### Exercise goal
List, from the lines below, each one with "meet" in it.

### Records shown
>>>

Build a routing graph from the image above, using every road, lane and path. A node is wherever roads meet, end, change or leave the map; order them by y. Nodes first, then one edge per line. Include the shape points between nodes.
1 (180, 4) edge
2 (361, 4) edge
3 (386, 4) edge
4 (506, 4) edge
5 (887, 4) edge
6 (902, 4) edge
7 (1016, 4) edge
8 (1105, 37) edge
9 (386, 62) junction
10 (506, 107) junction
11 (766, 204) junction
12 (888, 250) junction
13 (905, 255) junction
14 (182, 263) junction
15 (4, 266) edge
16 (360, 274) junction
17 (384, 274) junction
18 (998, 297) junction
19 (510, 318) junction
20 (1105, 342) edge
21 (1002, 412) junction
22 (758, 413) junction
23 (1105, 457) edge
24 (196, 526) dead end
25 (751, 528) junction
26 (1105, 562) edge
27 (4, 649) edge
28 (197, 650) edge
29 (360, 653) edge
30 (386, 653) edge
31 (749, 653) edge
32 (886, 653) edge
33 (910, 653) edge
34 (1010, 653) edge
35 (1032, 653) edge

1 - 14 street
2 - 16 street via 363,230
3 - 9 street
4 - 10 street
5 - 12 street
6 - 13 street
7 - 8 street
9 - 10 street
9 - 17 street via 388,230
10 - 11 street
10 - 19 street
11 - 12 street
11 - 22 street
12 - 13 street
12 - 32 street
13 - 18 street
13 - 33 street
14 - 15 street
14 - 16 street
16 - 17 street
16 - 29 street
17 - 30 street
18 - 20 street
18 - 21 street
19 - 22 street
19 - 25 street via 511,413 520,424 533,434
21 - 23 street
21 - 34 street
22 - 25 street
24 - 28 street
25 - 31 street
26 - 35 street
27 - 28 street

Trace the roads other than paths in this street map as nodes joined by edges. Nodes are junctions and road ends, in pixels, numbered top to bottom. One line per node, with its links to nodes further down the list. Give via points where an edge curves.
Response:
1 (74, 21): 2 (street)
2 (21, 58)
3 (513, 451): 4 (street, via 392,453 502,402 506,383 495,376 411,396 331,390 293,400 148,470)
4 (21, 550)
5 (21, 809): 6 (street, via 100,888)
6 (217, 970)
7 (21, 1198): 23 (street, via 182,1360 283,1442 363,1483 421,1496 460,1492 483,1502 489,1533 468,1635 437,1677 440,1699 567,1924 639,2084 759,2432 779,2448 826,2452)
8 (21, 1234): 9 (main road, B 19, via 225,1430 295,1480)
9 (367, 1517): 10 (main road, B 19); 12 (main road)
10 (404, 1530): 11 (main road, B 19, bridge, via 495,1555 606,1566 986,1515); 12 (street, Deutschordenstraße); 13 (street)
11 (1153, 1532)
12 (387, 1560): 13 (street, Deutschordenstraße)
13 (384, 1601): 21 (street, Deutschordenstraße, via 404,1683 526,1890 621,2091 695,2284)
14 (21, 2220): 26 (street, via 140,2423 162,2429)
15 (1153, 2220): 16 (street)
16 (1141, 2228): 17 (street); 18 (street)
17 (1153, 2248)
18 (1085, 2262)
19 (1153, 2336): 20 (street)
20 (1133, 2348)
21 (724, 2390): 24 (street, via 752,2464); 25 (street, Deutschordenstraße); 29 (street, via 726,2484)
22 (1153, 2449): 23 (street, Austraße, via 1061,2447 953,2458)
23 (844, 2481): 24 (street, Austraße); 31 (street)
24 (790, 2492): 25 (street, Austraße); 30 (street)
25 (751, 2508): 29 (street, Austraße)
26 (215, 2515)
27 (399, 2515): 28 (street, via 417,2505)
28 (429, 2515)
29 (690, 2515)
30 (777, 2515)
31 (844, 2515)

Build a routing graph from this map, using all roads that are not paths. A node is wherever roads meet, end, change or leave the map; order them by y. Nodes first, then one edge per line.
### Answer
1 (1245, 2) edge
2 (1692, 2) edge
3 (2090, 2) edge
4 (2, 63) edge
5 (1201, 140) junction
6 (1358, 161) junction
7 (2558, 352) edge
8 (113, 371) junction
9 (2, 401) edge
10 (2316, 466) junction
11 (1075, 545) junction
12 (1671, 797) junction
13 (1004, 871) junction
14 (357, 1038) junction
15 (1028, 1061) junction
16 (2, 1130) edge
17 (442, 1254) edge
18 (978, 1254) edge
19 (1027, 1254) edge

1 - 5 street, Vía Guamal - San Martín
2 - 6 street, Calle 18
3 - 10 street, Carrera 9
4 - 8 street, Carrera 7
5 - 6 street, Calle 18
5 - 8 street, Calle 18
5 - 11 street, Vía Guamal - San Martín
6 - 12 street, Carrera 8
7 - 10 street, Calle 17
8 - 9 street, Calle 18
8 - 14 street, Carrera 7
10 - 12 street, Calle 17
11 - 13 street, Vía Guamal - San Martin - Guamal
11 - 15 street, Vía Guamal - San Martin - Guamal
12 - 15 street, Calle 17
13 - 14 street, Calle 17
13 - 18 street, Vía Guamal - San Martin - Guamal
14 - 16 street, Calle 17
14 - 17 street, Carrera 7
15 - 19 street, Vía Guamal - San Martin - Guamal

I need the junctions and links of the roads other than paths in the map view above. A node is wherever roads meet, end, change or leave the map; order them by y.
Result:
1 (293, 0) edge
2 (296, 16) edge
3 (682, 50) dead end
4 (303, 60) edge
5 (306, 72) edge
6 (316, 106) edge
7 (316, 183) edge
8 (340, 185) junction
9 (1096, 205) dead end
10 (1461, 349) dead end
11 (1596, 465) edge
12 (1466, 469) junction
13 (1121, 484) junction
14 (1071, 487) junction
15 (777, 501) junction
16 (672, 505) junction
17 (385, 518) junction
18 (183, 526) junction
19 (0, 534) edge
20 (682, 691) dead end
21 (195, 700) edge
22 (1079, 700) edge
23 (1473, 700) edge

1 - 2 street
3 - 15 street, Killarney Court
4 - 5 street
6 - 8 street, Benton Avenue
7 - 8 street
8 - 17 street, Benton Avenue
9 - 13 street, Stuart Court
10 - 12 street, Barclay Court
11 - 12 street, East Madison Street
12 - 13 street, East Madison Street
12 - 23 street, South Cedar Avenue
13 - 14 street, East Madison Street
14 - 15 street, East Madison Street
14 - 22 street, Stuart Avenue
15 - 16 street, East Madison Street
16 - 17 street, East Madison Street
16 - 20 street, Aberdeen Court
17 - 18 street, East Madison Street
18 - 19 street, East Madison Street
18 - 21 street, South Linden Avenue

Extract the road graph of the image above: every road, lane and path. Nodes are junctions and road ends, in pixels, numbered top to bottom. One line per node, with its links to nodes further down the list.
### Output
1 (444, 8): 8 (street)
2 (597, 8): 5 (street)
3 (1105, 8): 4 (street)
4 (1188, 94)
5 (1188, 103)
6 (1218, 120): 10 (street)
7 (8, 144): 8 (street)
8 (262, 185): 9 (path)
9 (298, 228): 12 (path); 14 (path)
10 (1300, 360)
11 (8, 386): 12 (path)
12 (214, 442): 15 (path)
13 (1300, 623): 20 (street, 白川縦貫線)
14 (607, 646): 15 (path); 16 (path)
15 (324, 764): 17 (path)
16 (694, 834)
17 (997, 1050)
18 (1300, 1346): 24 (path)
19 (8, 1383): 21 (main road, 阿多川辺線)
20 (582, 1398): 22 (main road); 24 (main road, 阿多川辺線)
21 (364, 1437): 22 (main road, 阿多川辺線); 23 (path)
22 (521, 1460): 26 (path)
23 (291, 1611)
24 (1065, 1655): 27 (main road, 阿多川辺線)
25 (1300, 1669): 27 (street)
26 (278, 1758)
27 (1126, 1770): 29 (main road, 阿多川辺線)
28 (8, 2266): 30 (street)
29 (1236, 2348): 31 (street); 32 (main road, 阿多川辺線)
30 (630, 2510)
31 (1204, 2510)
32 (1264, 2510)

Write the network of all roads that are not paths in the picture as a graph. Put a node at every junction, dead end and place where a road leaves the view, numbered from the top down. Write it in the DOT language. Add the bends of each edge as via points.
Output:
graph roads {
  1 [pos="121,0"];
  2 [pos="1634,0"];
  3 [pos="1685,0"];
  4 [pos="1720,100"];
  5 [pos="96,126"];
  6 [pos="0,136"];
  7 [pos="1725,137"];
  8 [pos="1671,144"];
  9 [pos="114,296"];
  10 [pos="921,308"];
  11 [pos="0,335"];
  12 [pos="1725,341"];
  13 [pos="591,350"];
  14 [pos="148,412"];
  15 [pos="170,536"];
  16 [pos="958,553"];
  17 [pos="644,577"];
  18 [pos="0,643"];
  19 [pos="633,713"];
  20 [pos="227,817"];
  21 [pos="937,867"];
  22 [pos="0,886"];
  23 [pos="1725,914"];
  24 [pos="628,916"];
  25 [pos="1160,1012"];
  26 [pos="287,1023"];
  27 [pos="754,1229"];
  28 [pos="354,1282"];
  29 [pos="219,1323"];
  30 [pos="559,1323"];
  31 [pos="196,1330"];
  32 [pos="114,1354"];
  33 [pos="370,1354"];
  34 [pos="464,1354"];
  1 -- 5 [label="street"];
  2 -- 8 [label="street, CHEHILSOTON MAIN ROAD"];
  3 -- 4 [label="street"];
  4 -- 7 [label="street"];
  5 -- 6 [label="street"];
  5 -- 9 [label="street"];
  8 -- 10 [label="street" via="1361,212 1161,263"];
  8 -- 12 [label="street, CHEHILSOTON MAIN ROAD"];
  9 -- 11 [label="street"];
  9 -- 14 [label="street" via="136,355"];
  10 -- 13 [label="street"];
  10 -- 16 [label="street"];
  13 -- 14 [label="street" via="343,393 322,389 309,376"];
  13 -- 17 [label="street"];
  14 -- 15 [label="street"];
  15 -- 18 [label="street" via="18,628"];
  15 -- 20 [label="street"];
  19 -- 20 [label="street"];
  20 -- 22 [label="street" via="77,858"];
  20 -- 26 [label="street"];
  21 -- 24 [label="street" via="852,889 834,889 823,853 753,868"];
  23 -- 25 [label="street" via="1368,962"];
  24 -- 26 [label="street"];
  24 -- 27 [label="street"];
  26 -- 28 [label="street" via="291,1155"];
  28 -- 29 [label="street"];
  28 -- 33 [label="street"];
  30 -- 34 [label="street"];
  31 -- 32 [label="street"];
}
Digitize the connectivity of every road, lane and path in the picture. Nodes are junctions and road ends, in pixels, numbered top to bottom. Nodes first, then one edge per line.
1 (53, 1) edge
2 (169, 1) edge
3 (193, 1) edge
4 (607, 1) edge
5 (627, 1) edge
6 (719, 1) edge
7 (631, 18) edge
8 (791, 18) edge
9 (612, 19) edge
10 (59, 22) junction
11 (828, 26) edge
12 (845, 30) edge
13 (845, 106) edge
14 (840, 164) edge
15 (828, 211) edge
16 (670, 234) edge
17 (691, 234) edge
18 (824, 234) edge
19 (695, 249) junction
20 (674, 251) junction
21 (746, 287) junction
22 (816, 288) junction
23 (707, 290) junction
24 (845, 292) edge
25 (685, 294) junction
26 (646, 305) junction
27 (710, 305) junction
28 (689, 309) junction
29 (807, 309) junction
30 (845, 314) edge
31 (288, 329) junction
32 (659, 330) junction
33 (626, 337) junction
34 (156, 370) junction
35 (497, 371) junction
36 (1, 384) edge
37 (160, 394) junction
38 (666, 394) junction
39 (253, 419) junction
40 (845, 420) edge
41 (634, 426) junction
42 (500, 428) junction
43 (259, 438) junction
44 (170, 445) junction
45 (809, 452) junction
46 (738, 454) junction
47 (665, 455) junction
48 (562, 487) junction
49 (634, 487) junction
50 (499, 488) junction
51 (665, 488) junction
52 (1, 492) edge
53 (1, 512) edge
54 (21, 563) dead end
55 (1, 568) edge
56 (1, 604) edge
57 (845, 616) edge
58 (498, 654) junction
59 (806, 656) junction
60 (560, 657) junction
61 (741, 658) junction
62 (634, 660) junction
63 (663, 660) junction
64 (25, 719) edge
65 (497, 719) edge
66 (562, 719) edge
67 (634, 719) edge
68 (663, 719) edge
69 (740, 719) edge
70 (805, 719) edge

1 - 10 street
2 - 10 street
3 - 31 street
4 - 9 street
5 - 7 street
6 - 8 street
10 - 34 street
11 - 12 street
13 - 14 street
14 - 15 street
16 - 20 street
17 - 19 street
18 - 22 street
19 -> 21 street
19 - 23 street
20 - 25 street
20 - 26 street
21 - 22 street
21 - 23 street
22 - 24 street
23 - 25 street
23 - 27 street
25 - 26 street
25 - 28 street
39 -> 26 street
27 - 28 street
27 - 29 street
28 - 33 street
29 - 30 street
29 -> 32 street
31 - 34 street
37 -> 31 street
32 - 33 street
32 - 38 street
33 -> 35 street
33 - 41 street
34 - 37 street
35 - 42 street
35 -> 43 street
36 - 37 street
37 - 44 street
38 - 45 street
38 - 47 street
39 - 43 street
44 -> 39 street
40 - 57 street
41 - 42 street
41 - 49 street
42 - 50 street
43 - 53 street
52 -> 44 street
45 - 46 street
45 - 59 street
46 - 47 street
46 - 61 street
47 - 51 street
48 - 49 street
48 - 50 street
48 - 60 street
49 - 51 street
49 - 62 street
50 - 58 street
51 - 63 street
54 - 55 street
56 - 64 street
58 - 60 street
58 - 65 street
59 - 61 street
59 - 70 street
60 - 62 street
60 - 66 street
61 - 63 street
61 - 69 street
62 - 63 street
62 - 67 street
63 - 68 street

<<<

### Result of this task
Build a routing graph from the image above, using every road, lane and path. A node is wherever roads meet, end, change or leave the map; order them by y. Nodes first, then one edge per line. Include the shape points between nodes.
Build a routing graph from this map, using all roads that are not paths. A node is wherever roads meet, end, change or leave the map; order them by y. Nodes first, then one edge per line.
I need the junctions and links of the roads other than paths in the map view above. A node is wherever roads meet, end, change or leave the map; order them by y.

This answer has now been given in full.